Une vie ratée, c’est d’abord une succession de rendez-vous manqués, a-t-on coutume de dire. Tragiquement, Vivian Maier les a ratés jusqu’au dernier. Celui qui aurait enfin pu la faire connaître de son vivant, en 2007, après que John Maloof, fils de brocanteurs et agent immobilier à Chicago, a fait l’acquisition, au cours d’une vente aux enchères (à l’aveuglette et pour une bouchée de pain), d’un carton poussiéreux bourré à ras-bord de négatifs en noir et blanc, vieux d’un demi-siècle. Des portraits d’enfants à la figure crasseuse, des Noirs fiers et beaux alors que l’époque est encore à la ségrégation, des marginaux plus humains que les citoyens rangés ou des rombières aux traits disgracieux emmitouflées dans de luxueuses fourrures.
Les ingrédients du succès
La photographie de rue dans toute sa splendeur et sa spontanéité, dans la lignée des grands noms du genre – Lisette Model, Helen Levitt, Diane Arbus… – Maloof en possède 30 000, et décide de les numériser puis de les mettre en ligne sur un blog. Très vite, les commentaires élogieux affluent de par le monde entier. Conscient du potentiel de sa trouvaille, le chineur va tenter de retrouver la trace de leur auteur via un nom laissé sur un ticket de caisse : une certaine Vivian Maier. Trop tard. Sur Google, il découvre son avis de décès mais déniche assez d’informations pour reconstituer le fil de sa vie (ou plutôt quelques bribes) et faire main basse sur le reste de ses affaires, stockées dans un entrepôt.

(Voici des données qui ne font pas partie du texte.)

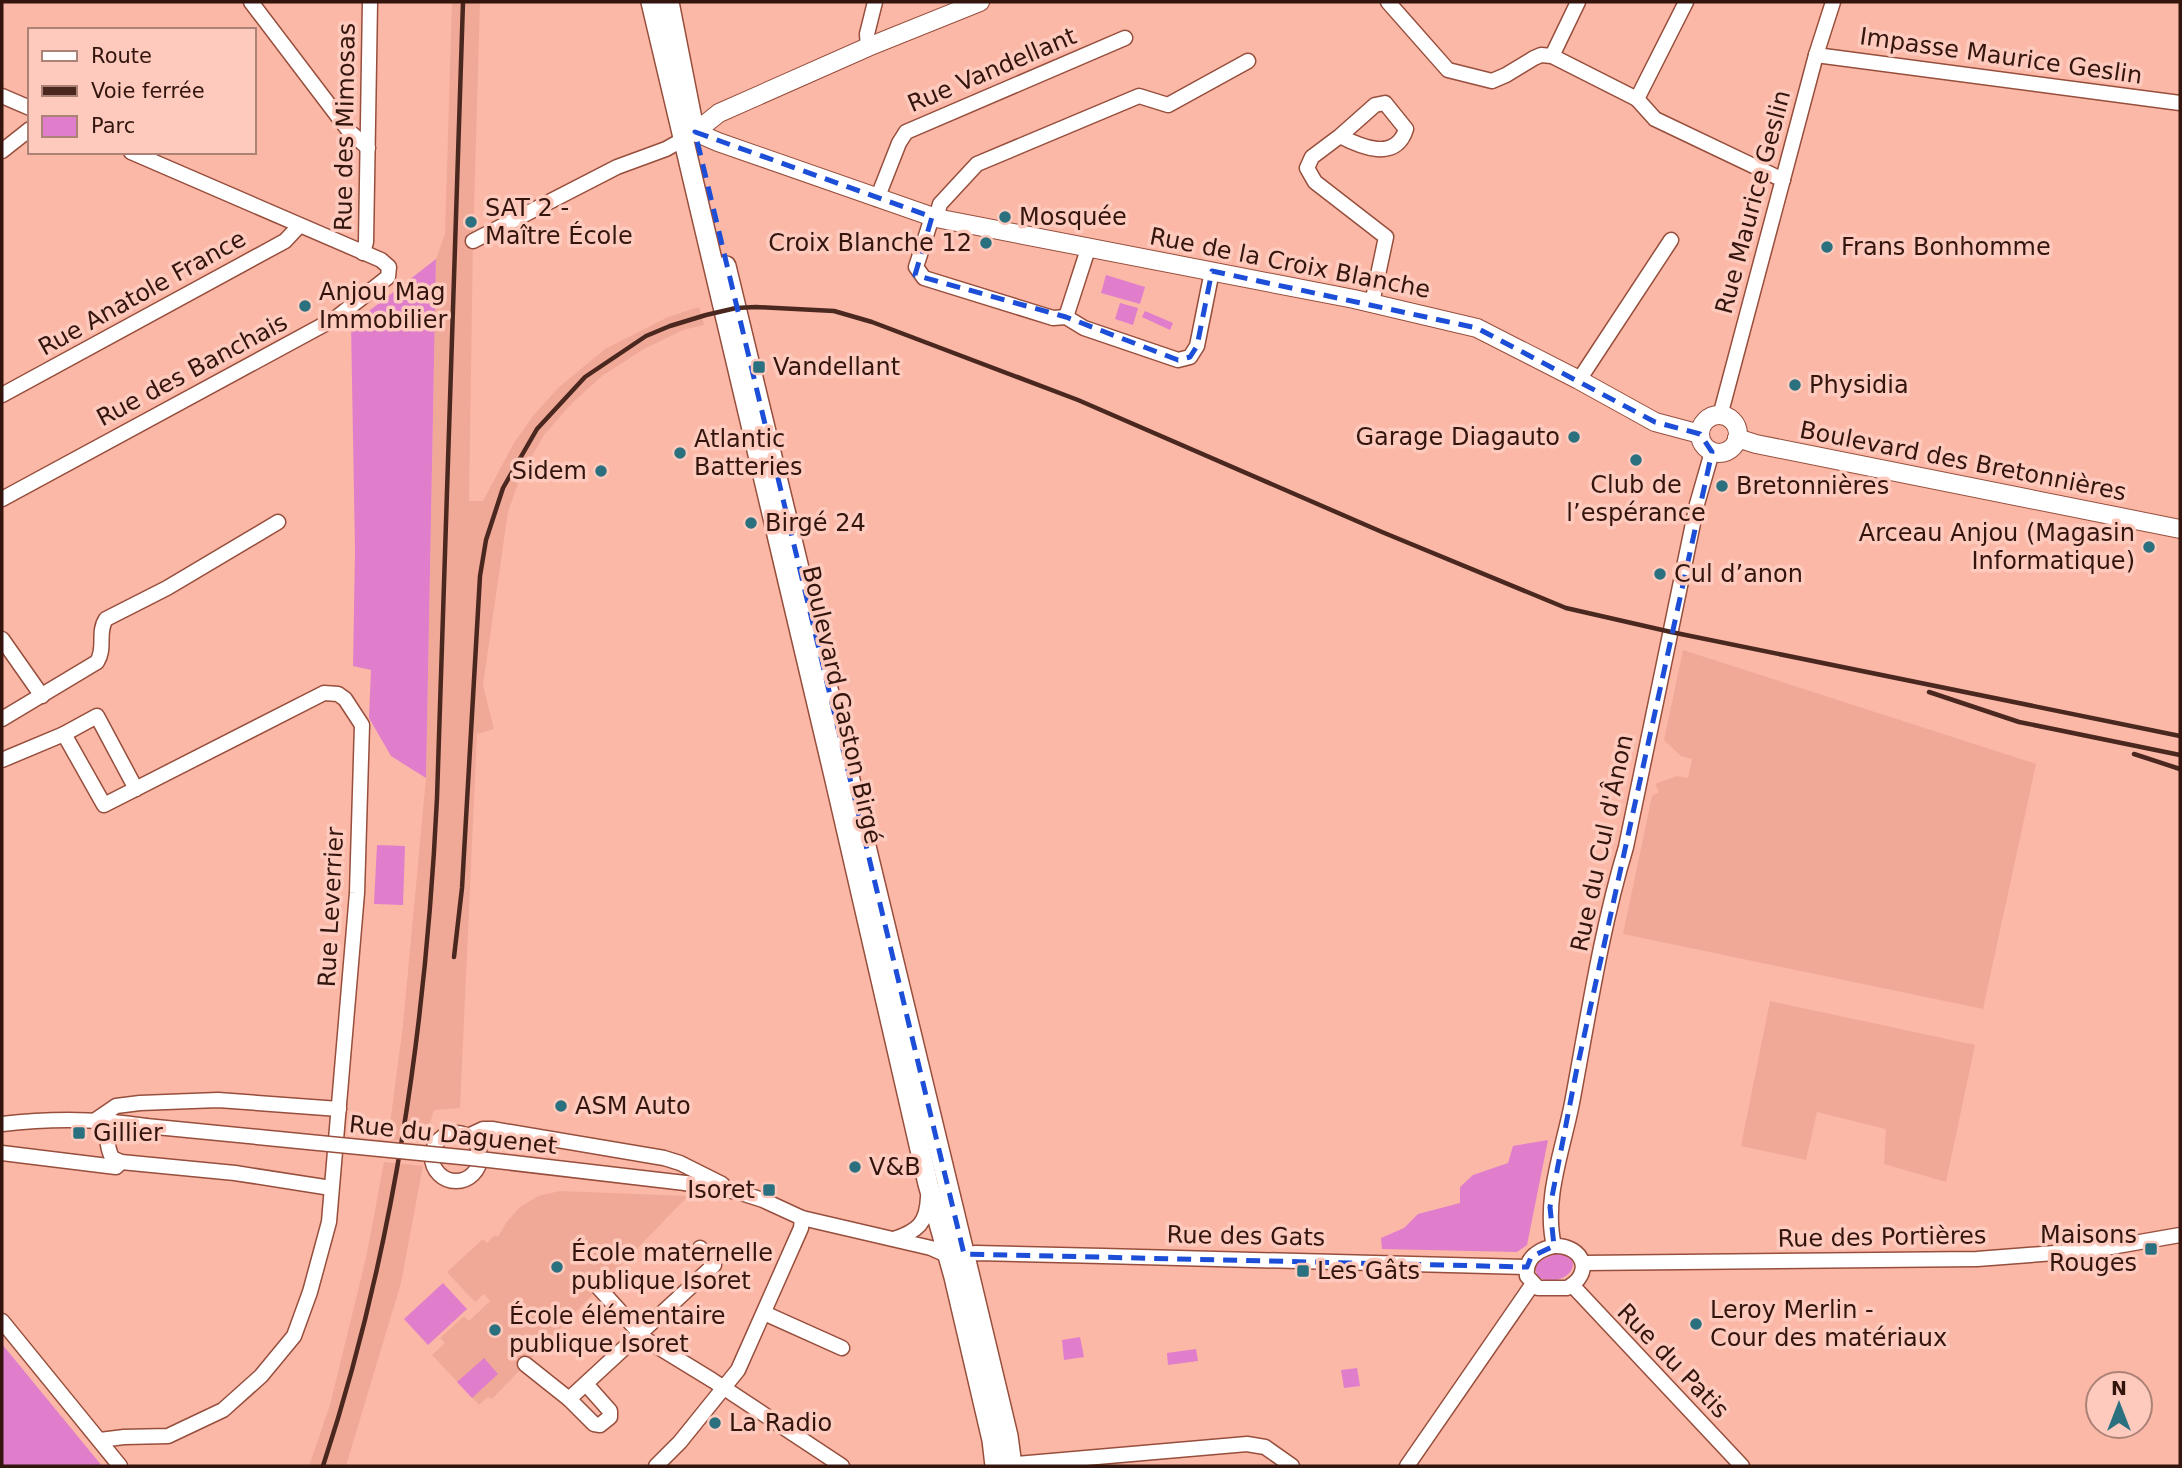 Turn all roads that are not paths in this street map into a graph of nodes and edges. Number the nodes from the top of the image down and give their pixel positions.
1 (251, 2) edge
2 (370, 2) edge
3 (651, 2) edge
4 (669, 2) edge
5 (875, 2) edge
6 (980, 2) edge
7 (1388, 2) edge
8 (1578, 2) edge
9 (1686, 2) edge
10 (1833, 2) edge
11 (1125, 38) dead end
12 (868, 47) junction
13 (1816, 55) junction
14 (1552, 56) junction
15 (1248, 61) dead end
16 (2, 96) edge
17 (1637, 99) junction
18 (2180, 103) edge
19 (28, 107) edge
20 (28, 131) edge
21 (689, 136) junction
22 (1340, 136) dead end
23 (368, 148) junction
24 (2, 151) edge
25 (136, 154) edge
26 (1783, 180) junction
27 (877, 199) junction
28 (934, 217) junction
29 (299, 226) junction
30 (1671, 240) dead end
31 (473, 241) dead end
32 (1088, 249) junction
33 (363, 253) junction
34 (1212, 271) junction
35 (1372, 303) junction
36 (1066, 317) junction
37 (1579, 380) junction
38 (2, 395) edge
39 (1720, 415) junction
40 (1700, 433) junction
41 (1737, 438) junction
42 (1712, 452) junction
43 (2, 499) edge
44 (278, 522) dead end
45 (2180, 529) edge
46 (2, 639) edge
47 (42, 696) junction
48 (2, 719) edge
49 (64, 734) junction
50 (2, 760) edge
51 (136, 789) junction
52 (339, 1108) junction
53 (105, 1120) junction
54 (2, 1125) edge
55 (468, 1136) dead end
56 (2, 1153) edge
57 (121, 1162) junction
58 (928, 1184) junction
59 (331, 1188) junction
60 (738, 1192) junction
61 (802, 1218) junction
62 (2180, 1235) edge
63 (892, 1239) junction
64 (1554, 1246) junction
65 (700, 1248) dead end
66 (957, 1255) junction
67 (1583, 1263) junction
68 (1527, 1267) junction
69 (1532, 1284) junction
70 (1572, 1285) junction
71 (598, 1288) dead end
72 (764, 1313) junction
73 (2, 1321) edge
74 (640, 1335) junction
75 (842, 1348) dead end
76 (525, 1364) dead end
77 (586, 1384) junction
78 (724, 1388) junction
79 (569, 1399) junction
80 (100, 1440) junction
81 (1118, 1455) junction
82 (1270, 1460) edge
83 (837, 1465) edge
84 (120, 1466) edge
85 (656, 1466) edge
86 (1004, 1466) edge
87 (1135, 1466) edge
88 (1292, 1466) edge
89 (1407, 1466) edge
90 (1742, 1466) edge

1 - 23 street
2 - 23 street, Rue des Mimosas
3 - 21 main road, Boulevard Gaston Birgé
4 - 21 main road, Boulevard Gaston Birgé
5 - 12 street
6 - 12 street
7 - 14 street
8 - 14 street
9 - 17 street
10 - 13 street, Rue Maurice Geslin
11 - 27 street, Rue Vandellant
12 - 21 street
13 - 18 street, Impasse Maurice Geslin
13 - 26 street, Rue Maurice Geslin
14 - 17 street
15 - 28 street
16 - 19 street
17 - 26 street
20 - 24 street
21 - 27 street, Rue de la Croix Blanche
21 - 31 street
21 - 58 main road, Boulevard Gaston Birgé
21 - 66 main road, Boulevard Gaston Birgé
22 - 35 street
23 - 33 street, Rue des Mimosas
25 - 29 street
26 - 39 street, Rue Maurice Geslin
27 - 28 street, Rue de la Croix Blanche
28 - 32 street, Rue de la Croix Blanche
28 - 36 street
29 - 33 street
29 - 38 street, Rue Anatole France
30 - 37 street
32 - 34 street, Rue de la Croix Blanche
32 - 36 street
33 - 43 street, Rue des Banchais
34 - 35 street, Rue de la Croix Blanche
34 - 36 street
35 - 37 street, Rue de la Croix Blanche
37 - 40 street, Rue de la Croix Blanche
39 - 40 street
39 - 41 street
40 - 42 street
41 - 42 street
41 - 45 street, Boulevard des Bretonnières
42 - 64 street, Rue du Cul d'Ânon
44 - 47 street
46 - 47 street
47 - 48 street
49 - 50 street
49 - 51 street
49 - 51 street
51 - 52 street, Rue Leverrier
52 - 53 street
52 - 59 street, Rue Leverrier
53 - 54 street, Rue du Daguenet
53 - 57 street
53 - 60 street, Rue du Daguenet, bridge
55 - 60 street
56 - 57 street
57 - 59 street
58 - 63 street
58 - 66 main road, Boulevard Gaston Birgé
59 - 80 street, Rue Leverrier
60 - 61 street, Rue du Daguenet
61 - 63 street, Rue du Daguenet
61 - 72 street
62 - 67 street, Rue des Portières
63 - 66 street, Rue du Daguenet
64 - 67 street
64 - 68 street
65 - 74 street
66 - 68 street, Rue des Gats
66 - 86 main road, Boulevard Gaston Birgé
67 - 70 street
68 - 69 street
69 - 70 street
69 - 89 street
70 - 90 street, Rue du Patis
71 - 74 street
72 - 75 street
72 - 78 street
73 - 80 street
74 - 77 street
74 - 78 street
76 - 79 street
77 - 79 street
77 - 79 street
78 - 83 street
78 - 85 street
80 - 84 street
81 - 82 street
81 - 86 street
81 - 87 street
82 - 88 street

Un véritable butin : 100 000 négatifs, 700 rouleaux de pellicule couleur, 2 000 rouleaux de pellicule noir et blanc non développés supplémentaires, mais aussi des enregistrements audiovisuels et tous les effets personnels de la nanny. Autant de nouveaux indices permettant de retracer l’histoire de leur propriétaire, retranscrite sous forme d’un documentaire couronné de succès, Finding Vivian Maier, paru en 2014. Le travail de celle-ci passe alors, enfin, de l’ombre à la lumière et s’expose rapidement dans le monde entier. Seulement, Vivian Maier cherchait-elle vraiment la reconnaissance ?
Un grain de folie
Photographe compulsive, vraisemblablement atteinte du syndrome de Diogène, Vivian Maier frisait la folie. Rolleiflex suspendu à hauteur de poitrine, elle arpentait sans relâche – à pied ou à bicyclette – les rues de New York et Chicago pour voler des instants de vie, capter l’essence de l’Amérique des années 1950-60 sans jamais être vue. Pure autodidacte, hypersensible à la misère humaine, acerbe vis-à-vis des riches, son regard est original et son sens du cadrage, excellent. Ce que l’on sait sur la vie de Vivian Maier se résume en quelques lignes : elle est née le 1er février 1926 à New York, d’une mère française (Maria Jaussaud) et d’un père originaire d’Autriche (Charles Maier).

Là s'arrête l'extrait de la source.